### [TASK INPUTS]
******************************

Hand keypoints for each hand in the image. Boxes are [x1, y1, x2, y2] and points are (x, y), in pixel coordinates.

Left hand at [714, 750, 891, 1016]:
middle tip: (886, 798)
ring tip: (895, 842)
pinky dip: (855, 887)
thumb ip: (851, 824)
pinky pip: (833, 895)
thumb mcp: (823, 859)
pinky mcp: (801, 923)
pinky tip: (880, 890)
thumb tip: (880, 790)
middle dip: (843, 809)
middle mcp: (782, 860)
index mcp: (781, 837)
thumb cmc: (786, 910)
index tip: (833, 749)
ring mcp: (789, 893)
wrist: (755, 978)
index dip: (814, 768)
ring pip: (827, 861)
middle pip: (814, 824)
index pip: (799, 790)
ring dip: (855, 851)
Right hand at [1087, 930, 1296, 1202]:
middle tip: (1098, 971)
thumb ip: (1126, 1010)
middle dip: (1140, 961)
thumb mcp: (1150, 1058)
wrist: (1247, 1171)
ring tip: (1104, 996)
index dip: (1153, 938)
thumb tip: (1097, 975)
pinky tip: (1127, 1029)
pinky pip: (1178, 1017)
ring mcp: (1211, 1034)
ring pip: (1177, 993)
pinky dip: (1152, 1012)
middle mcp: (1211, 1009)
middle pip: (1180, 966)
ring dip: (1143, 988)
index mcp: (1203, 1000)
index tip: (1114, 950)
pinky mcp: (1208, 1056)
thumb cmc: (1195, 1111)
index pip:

******************************

### [WHAT IS NEEDED]
Which of the lines above mention the word "thumb"? Pull those lines out.

### [TASK RESULT]
thumb ip: (851, 824)
thumb mcp: (823, 859)
thumb tip: (880, 790)
thumb cmc: (786, 910)
thumb ip: (1126, 1010)
thumb mcp: (1150, 1058)
thumb tip: (1097, 975)
thumb cmc: (1195, 1111)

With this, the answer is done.